(Collected data entries)

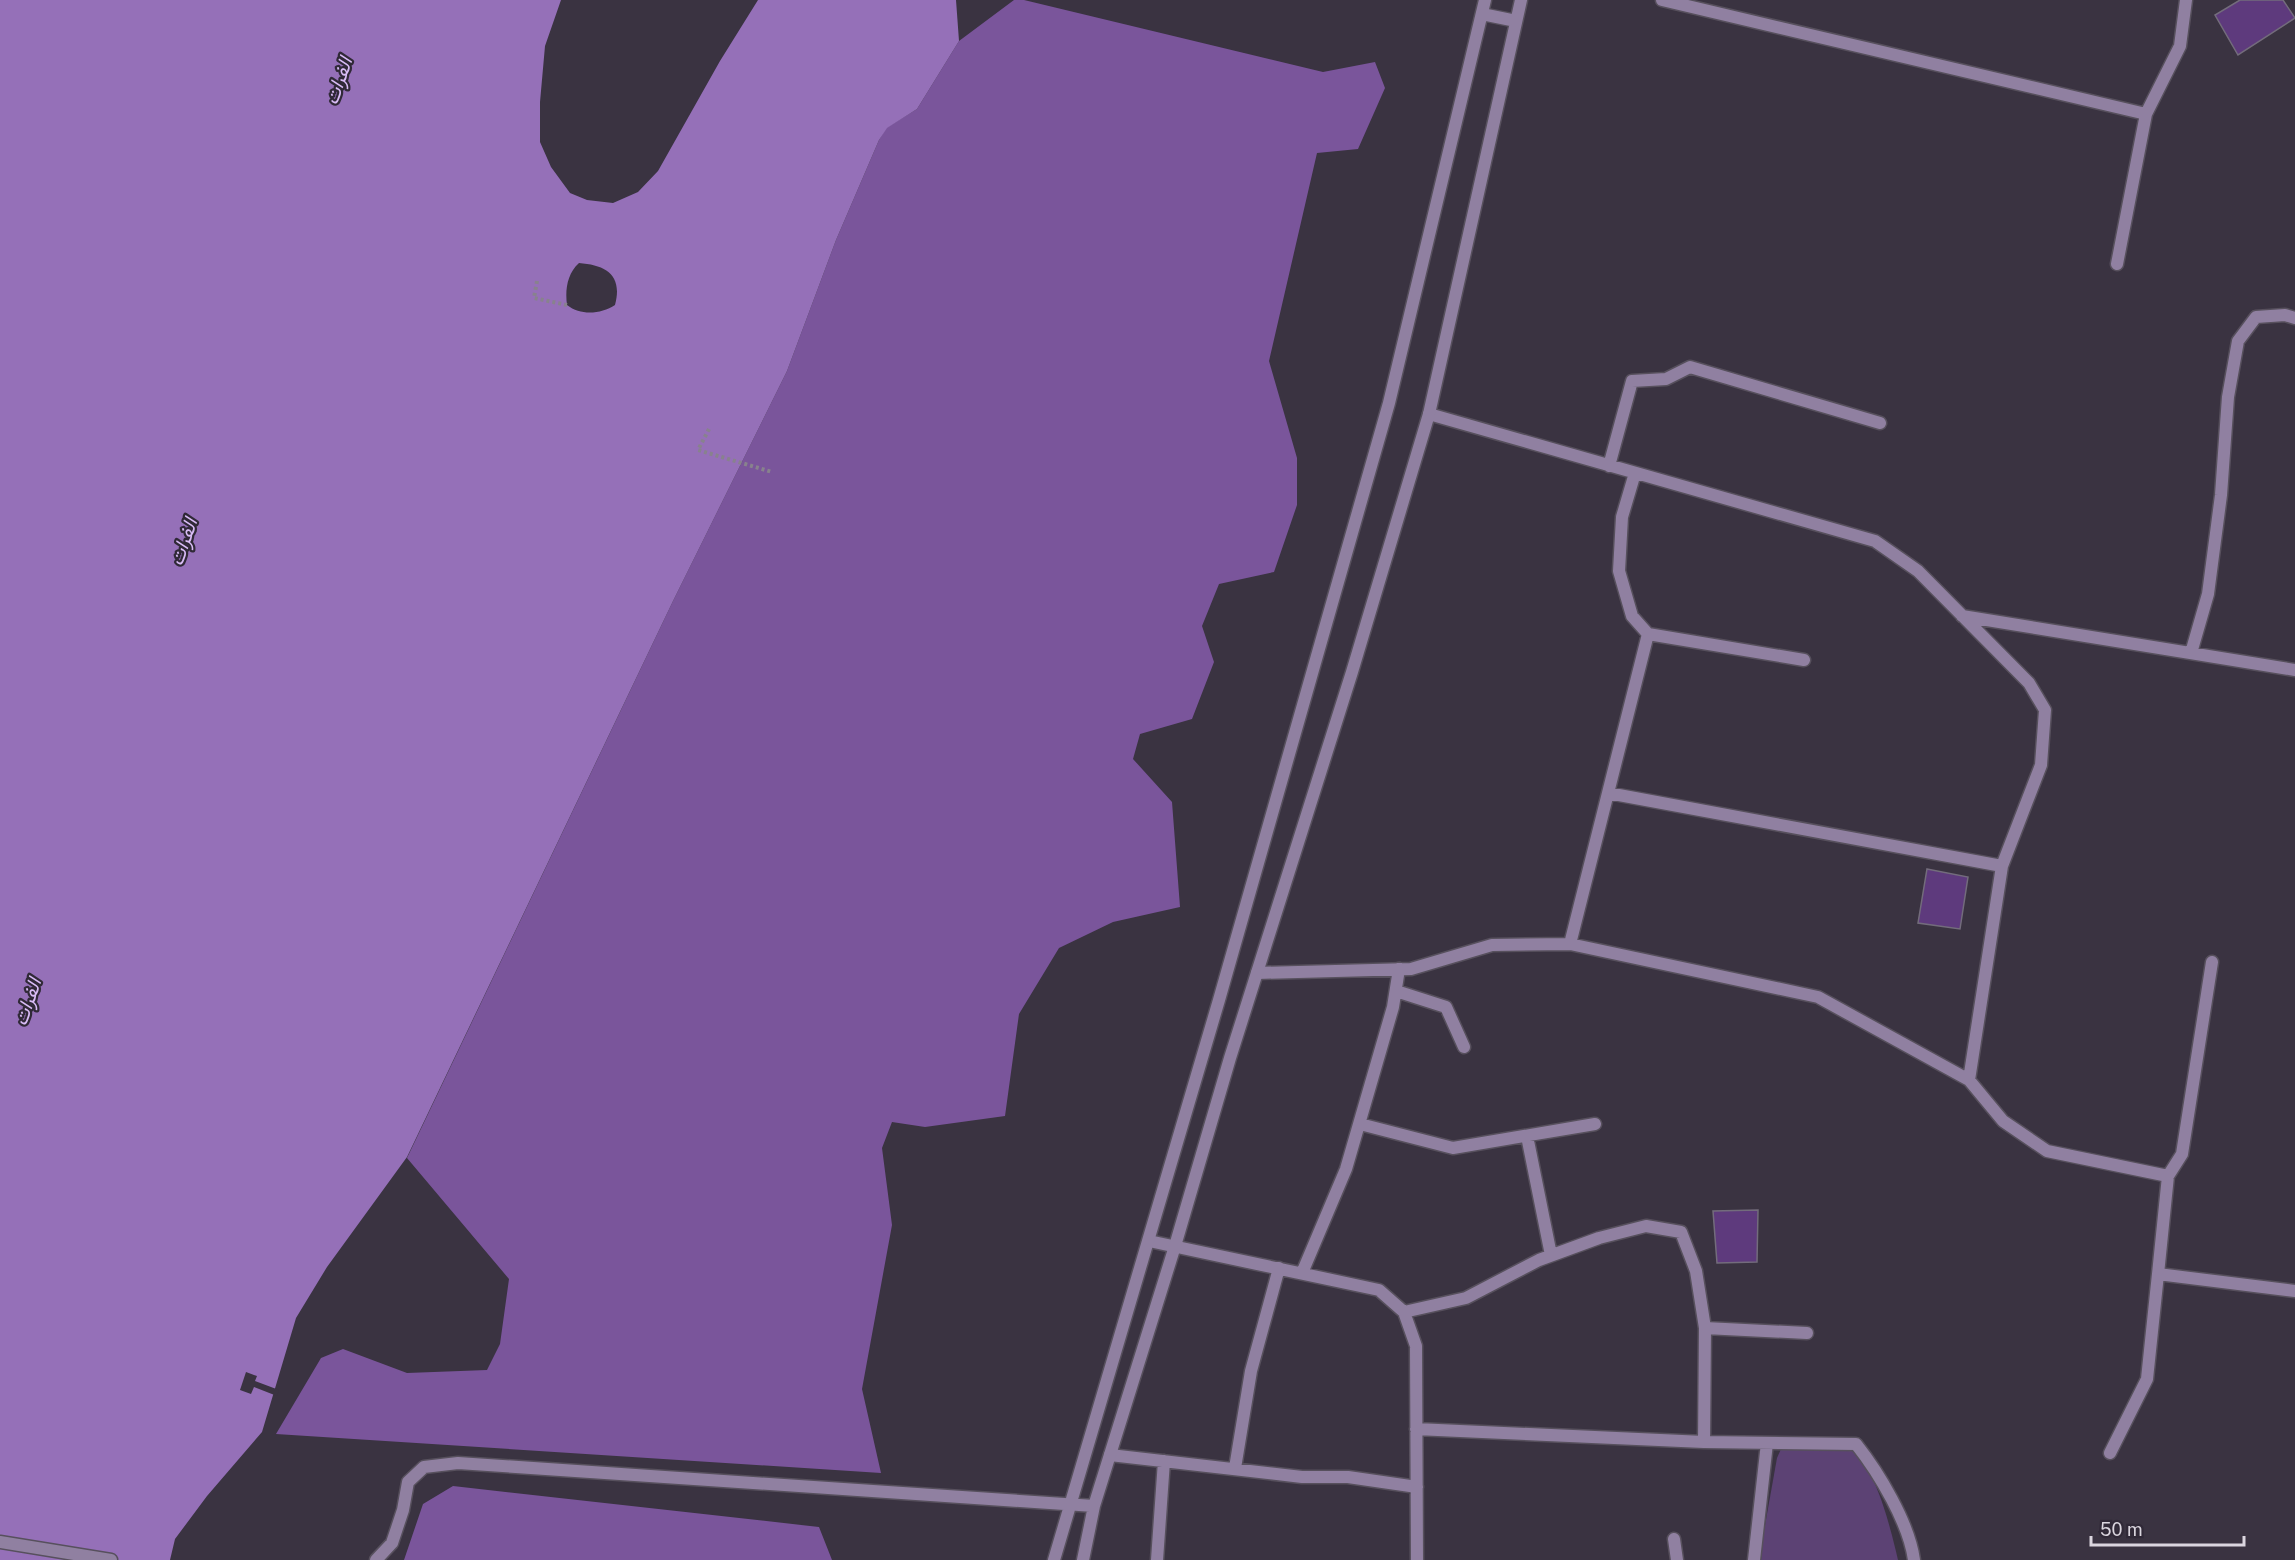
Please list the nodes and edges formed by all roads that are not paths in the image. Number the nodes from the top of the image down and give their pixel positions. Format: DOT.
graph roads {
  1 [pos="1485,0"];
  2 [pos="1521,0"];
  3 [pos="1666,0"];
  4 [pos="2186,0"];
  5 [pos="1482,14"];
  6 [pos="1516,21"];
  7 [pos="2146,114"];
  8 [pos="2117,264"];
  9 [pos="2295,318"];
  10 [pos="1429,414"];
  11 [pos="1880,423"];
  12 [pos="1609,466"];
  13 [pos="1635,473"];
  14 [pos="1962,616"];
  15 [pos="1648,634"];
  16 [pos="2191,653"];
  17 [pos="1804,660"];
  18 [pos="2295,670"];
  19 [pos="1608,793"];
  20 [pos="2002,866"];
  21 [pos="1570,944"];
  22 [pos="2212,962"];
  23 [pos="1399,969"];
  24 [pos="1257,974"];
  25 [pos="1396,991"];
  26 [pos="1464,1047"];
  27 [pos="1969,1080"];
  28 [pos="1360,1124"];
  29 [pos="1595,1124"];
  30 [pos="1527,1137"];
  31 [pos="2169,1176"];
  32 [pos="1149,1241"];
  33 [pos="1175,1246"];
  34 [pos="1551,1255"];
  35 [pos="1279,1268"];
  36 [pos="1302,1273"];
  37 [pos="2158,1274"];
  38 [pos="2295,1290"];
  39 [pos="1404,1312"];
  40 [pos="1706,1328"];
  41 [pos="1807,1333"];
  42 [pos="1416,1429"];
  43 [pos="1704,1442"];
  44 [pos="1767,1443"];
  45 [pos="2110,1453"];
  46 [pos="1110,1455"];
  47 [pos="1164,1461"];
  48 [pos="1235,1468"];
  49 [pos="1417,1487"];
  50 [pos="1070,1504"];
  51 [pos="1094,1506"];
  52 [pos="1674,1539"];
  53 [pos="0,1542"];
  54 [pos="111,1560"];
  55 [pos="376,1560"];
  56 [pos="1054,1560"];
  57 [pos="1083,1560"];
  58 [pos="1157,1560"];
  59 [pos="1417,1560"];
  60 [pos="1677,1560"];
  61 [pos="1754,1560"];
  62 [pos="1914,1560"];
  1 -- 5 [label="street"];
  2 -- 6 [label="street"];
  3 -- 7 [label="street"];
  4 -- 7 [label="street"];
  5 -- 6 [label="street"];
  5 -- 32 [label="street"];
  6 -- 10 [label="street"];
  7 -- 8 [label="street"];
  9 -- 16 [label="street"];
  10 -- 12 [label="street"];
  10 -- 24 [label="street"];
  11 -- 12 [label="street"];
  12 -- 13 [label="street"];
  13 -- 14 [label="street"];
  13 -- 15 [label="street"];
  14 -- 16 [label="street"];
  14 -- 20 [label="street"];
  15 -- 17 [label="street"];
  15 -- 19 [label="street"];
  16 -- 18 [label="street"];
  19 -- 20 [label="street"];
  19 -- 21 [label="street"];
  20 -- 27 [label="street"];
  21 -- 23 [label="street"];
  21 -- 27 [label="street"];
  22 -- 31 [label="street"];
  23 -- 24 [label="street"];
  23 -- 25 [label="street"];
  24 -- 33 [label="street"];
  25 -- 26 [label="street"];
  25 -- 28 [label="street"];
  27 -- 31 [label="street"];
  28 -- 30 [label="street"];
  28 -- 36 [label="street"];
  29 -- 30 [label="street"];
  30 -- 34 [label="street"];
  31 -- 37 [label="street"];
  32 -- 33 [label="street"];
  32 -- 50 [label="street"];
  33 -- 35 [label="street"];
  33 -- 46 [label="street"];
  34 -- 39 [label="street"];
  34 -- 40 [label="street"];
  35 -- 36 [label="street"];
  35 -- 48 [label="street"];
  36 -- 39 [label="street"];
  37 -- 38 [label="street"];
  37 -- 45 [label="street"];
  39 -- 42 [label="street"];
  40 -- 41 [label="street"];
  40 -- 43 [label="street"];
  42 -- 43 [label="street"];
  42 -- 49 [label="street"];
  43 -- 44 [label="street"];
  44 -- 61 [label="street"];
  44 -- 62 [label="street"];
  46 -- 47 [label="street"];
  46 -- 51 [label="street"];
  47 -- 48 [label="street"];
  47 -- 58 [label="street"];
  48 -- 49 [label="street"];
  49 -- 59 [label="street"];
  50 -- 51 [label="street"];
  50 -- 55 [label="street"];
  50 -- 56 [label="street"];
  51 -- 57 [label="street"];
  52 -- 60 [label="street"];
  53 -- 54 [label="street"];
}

# [Activity]
Filter the entries above down to the lines that contain the word "roads".

# [Task output]
Please list the nodes and edges formed by all roads that are not paths in the image. Number the nodes from the top of the image down and give their pixel positions. Format: DOT.
graph roads {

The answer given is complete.